- **Activity**
Scan the lines below and report each one containing "lane" by copying it.
====================
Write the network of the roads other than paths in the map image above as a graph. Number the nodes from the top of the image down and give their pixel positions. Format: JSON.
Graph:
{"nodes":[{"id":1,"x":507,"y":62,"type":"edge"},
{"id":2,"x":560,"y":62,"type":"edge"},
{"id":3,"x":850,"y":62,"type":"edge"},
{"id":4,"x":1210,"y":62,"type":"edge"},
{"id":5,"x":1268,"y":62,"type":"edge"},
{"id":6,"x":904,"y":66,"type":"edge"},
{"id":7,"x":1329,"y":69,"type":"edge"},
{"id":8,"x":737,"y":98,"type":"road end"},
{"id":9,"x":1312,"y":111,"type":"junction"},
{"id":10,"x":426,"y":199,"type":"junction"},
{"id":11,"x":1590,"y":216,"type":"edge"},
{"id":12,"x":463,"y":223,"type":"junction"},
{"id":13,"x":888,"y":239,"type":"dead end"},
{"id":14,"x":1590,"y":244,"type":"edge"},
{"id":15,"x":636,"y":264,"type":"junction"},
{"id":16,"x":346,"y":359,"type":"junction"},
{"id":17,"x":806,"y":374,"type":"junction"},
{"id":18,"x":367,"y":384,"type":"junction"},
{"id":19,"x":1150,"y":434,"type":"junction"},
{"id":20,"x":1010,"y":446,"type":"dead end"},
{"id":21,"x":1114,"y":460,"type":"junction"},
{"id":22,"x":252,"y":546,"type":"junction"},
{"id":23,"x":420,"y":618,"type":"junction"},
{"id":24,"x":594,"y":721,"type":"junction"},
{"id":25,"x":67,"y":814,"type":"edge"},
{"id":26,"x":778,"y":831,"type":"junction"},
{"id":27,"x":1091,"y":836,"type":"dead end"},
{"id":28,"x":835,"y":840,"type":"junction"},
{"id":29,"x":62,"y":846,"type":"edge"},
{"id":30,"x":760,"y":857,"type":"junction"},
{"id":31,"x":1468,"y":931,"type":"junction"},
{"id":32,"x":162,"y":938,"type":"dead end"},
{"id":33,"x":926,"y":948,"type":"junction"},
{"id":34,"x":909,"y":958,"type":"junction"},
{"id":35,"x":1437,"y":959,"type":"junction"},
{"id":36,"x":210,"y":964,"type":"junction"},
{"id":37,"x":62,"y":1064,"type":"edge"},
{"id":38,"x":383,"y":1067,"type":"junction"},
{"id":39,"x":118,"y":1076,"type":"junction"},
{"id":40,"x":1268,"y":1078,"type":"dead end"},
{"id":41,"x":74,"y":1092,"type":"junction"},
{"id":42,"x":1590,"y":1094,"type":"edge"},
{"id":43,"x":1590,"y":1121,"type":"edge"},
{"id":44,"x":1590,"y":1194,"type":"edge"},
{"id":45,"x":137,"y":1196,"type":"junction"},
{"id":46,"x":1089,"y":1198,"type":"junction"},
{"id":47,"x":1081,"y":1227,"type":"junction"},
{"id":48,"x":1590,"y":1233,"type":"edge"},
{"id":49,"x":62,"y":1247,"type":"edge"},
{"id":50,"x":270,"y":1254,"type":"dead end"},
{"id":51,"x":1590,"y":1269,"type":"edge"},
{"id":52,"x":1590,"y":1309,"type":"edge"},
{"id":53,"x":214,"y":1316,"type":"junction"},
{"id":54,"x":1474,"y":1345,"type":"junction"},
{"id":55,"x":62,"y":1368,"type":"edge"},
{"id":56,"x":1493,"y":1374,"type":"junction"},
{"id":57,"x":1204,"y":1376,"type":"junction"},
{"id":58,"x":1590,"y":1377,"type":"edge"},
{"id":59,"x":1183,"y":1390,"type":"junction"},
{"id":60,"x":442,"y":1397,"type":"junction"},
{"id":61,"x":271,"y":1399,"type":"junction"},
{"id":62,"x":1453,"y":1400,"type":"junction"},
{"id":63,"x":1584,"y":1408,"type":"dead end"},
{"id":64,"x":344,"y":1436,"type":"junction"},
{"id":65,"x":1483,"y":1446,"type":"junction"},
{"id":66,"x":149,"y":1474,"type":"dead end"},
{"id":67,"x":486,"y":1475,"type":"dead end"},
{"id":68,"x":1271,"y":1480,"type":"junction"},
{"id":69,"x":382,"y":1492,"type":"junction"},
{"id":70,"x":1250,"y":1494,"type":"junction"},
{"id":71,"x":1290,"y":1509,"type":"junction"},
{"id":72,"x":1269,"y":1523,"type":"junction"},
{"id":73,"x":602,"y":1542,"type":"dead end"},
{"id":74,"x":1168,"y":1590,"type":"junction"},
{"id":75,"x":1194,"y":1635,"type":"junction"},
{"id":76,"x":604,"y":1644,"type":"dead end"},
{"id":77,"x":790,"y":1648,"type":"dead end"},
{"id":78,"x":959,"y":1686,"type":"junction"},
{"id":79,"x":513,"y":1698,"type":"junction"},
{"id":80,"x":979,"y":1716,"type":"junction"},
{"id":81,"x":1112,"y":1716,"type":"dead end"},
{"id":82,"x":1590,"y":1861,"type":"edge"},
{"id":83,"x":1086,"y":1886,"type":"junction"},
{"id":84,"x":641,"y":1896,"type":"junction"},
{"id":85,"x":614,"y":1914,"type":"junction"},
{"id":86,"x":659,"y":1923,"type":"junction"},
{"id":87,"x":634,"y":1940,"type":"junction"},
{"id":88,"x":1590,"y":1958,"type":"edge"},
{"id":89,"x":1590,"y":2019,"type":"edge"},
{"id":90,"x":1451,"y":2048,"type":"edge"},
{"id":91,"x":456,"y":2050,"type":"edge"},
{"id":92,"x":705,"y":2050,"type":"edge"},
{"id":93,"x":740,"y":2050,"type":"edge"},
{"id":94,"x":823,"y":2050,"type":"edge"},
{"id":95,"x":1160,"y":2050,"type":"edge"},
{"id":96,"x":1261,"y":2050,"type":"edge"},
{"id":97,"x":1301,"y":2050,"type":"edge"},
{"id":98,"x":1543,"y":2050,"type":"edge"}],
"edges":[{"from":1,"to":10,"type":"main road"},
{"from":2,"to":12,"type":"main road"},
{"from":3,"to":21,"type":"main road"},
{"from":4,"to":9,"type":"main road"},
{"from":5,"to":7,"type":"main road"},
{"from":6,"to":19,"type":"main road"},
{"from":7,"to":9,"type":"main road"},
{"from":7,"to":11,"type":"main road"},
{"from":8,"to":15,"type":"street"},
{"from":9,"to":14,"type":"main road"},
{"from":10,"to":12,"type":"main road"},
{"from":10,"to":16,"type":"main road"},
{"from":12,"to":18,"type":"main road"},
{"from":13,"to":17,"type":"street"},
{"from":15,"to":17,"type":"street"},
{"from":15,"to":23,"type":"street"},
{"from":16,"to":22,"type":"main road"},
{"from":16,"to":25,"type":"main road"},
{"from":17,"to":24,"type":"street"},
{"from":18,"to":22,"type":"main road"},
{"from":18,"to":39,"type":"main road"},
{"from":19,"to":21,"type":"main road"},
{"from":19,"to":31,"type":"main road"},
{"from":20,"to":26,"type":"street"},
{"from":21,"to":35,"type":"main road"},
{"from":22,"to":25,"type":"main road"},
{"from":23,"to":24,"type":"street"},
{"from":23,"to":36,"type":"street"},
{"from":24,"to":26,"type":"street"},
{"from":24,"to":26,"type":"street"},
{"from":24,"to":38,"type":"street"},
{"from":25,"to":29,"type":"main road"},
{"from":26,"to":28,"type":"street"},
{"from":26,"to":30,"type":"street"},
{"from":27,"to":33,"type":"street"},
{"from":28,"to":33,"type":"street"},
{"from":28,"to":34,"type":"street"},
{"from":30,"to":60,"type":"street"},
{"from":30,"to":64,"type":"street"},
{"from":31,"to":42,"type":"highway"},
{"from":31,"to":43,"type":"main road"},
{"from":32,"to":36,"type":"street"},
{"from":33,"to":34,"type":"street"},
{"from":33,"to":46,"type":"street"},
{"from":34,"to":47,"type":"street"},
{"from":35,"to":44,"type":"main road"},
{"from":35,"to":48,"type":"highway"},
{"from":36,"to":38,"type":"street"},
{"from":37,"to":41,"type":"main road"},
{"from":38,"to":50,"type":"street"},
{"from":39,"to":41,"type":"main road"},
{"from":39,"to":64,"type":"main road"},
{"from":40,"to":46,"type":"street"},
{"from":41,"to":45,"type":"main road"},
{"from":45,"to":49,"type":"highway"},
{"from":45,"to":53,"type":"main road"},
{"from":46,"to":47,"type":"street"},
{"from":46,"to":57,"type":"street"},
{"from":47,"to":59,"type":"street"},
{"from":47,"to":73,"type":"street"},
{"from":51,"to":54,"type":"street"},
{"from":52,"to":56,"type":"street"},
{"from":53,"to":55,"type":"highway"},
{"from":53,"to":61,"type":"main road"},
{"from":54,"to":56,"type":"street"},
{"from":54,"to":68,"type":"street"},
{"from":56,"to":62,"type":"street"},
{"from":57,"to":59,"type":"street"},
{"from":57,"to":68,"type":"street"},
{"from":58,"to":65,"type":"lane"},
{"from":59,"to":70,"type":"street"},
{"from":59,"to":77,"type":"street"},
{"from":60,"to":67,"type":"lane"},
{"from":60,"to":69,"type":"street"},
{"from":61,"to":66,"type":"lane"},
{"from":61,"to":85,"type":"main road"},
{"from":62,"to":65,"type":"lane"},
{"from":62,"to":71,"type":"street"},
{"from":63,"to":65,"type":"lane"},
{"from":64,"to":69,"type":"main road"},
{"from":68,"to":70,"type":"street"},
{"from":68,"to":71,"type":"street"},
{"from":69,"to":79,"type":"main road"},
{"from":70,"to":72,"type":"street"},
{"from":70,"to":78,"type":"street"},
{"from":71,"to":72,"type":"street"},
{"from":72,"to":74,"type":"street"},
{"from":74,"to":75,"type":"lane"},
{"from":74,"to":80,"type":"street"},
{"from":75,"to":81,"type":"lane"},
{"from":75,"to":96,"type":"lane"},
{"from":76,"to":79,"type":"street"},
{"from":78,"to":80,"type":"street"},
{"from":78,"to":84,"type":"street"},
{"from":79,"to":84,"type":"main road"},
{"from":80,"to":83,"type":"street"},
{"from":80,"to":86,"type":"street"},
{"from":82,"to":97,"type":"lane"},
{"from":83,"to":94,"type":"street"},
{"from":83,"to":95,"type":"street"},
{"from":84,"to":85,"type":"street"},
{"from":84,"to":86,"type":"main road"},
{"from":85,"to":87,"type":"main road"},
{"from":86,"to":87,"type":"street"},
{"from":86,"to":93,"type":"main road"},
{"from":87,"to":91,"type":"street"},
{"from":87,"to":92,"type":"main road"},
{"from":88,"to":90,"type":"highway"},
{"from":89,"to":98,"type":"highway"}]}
====================
- **Answer below**
{"from":58,"to":65,"type":"lane"},
{"from":60,"to":67,"type":"lane"},
{"from":61,"to":66,"type":"lane"},
{"from":62,"to":65,"type":"lane"},
{"from":63,"to":65,"type":"lane"},
{"from":74,"to":75,"type":"lane"},
{"from":75,"to":81,"type":"lane"},
{"from":75,"to":96,"type":"lane"},
{"from":82,"to":97,"type":"lane"},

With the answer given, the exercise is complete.